Dans son film, les hommes en prennent pour leur grade. 

"Tous les hommes sont cauchemardesques, car le film parle uniquement des femmes et des agressions qu’elles subissent. Il faut y aller à fond ! Ce n’est pas un film dans lequel je vais chercher à montrer tous les hommes, encore moins les gentils. Je ne pouvais pas faire dans le politiquement correct ! Le but, c’était vraiment que les hommes se remettent en question, fassent une projection sur eux-mêmes", déclarait la réalisatrice à TOUMA.

Le film a été tourné à Marseille en plein été 2023, et bien que l'affaire Pelicot eût déjà été révélée, la réalisatrice n'a pas cherché à parler de cette histoire en particulier. La fiction vient juste télescoper la réalité "dans une période post-me too, où la parole de femme est libérée", détaille la réalisatrice.

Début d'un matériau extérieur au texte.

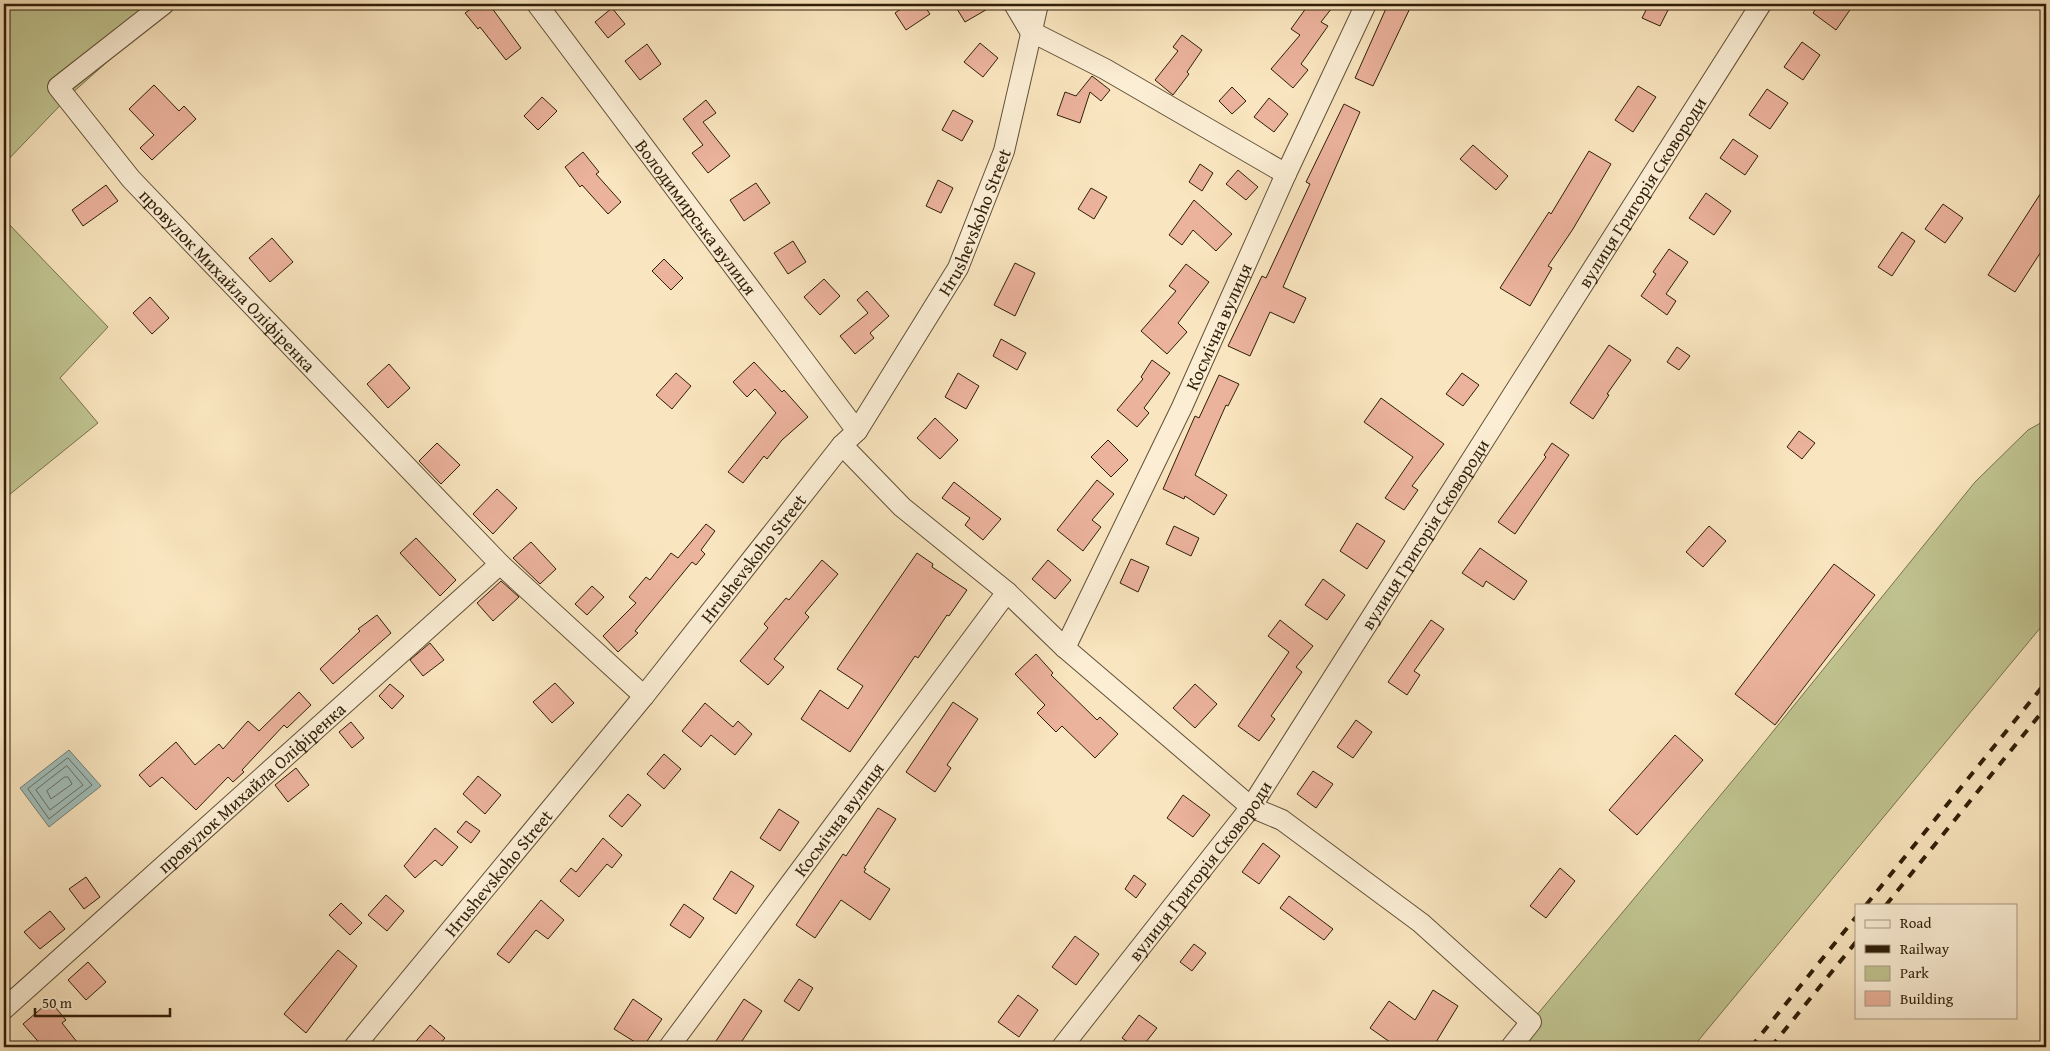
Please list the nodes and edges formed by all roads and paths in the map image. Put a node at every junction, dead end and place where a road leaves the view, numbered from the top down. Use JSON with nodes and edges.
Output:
{"nodes":[{"id":1,"x":164,"y":4,"type":"edge"},
{"id":2,"x":537,"y":4,"type":"edge"},
{"id":3,"x":1014,"y":4,"type":"edge"},
{"id":4,"x":1038,"y":4,"type":"edge"},
{"id":5,"x":1366,"y":4,"type":"edge"},
{"id":6,"x":1761,"y":4,"type":"edge"},
{"id":7,"x":1030,"y":31,"type":"junction"},
{"id":8,"x":1286,"y":174,"type":"junction"},
{"id":9,"x":858,"y":431,"type":"junction"},
{"id":10,"x":842,"y":445,"type":"junction"},
{"id":11,"x":500,"y":564,"type":"junction"},
{"id":12,"x":1007,"y":592,"type":"junction"},
{"id":13,"x":1065,"y":648,"type":"junction"},
{"id":14,"x":644,"y":696,"type":"junction"},
{"id":15,"x":1252,"y":807,"type":"junction"},
{"id":16,"x":4,"y":1009,"type":"edge"},
{"id":17,"x":354,"y":1047,"type":"edge"},
{"id":18,"x":669,"y":1047,"type":"edge"},
{"id":19,"x":1062,"y":1047,"type":"edge"},
{"id":20,"x":1511,"y":1047,"type":"edge"}],
"edges":[{"from":1,"to":11,"type":"street","name":"провулок Михайла Оліфіренка"},
{"from":2,"to":9,"type":"street","name":"Володимирська вулиця"},
{"from":3,"to":7,"type":"street"},
{"from":4,"to":7,"type":"street","name":"Hrushevskoho Street"},
{"from":5,"to":8,"type":"street","name":"Космічна вулиця"},
{"from":6,"to":15,"type":"street","name":"вулиця Григорія Сковороди"},
{"from":7,"to":8,"type":"street"},
{"from":7,"to":9,"type":"street","name":"Hrushevskoho Street"},
{"from":8,"to":13,"type":"street","name":"Космічна вулиця"},
{"from":9,"to":10,"type":"street","name":"Hrushevskoho Street"},
{"from":10,"to":12,"type":"street"},
{"from":10,"to":14,"type":"street","name":"Hrushevskoho Street"},
{"from":11,"to":14,"type":"street","name":"провулок Михайла Оліфіренка"},
{"from":11,"to":16,"type":"street","name":"провулок Михайла Оліфіренка"},
{"from":12,"to":13,"type":"street"},
{"from":12,"to":18,"type":"street","name":"Космічна вулиця"},
{"from":13,"to":15,"type":"street"},
{"from":14,"to":17,"type":"street","name":"Hrushevskoho Street"},
{"from":15,"to":19,"type":"street","name":"вулиця Григорія Сковороди"},
{"from":15,"to":20,"type":"street"}]}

Lorsqu'on évoque Gisèle Pelicot, Noémie Merlant est émue,“c’est tellement terrible ce qui lui est arrivé, je la trouve d’une d'une force extraordinaire. Je la trouve très digne et en même temps, je ne juge pas toutes les femmes qui n'arrivent pas à se battre de cette manière-là. Mais c'est aussi pour ça que je la remercie et que je pense fort à elle. Je pense fort à elle très souvent, elle donne beaucoup de force et d'espoir."

"Le déni, les mensonges, les excuses, mais jamais d'aveu"

Le plus révoltant pour la réalisatrice, que ce soit lors du procès des viols de Mazan ou dans la vie de tous les jours, c'est le manque de courage des hommes, des agresseurs, des violeurs qui minimisent les faits, qui sont dans le déni, qui n'assument pas. 

"Quand on voit tous ces hommes qui disent, ne pas s'être rendu compte qu'ils ont violé ou que c'est parce que le mari était consentant, forcément, elle aussi. À toujours trouver une excuse et finalement ne jamais avouer, ça montre l'ampleur du problème", insiste Noémie Merlant.

D'ailleurs sans dévoiler le film, à un moment donné, le personnage de Nicole, une des trois femmes, se retrouve face à des dizaines d'hommes, comme au procès et tente de leur faire avouer leurs crimes.

"C'est vrai qu'à un moment donné, Nicole parle à peu près au même nombre d'hommes, c'est-à-dire un nombre assez conséquent d'hommes agresseurs, et à qui elle pose cette question, 'qu'est-ce que vous avez fait ? Dites-le ?' C’était une séquence forte à tourner", décrit Noémie Merlant.

Et comme au procès des viols de Mazan, les hommes minimisent "c'est une scène où ils disent, 'Bah non non, je n'ai rien fait, il ne s'est rien passé, non mais c'est elle', c'est un peu la même chose. Il n'y a aucun agresseur, aucun violeur, qui avoue qu'il a violé. Ils se disent toujours innocents, c'est toujours parce qu'il n'a pas compris ou parce que c'est la faute de la victime d'une manière ou d'une autre, comme si ça n'arrivait jamais. C'est ce qui manque dans la réalité, c'est l’aveu".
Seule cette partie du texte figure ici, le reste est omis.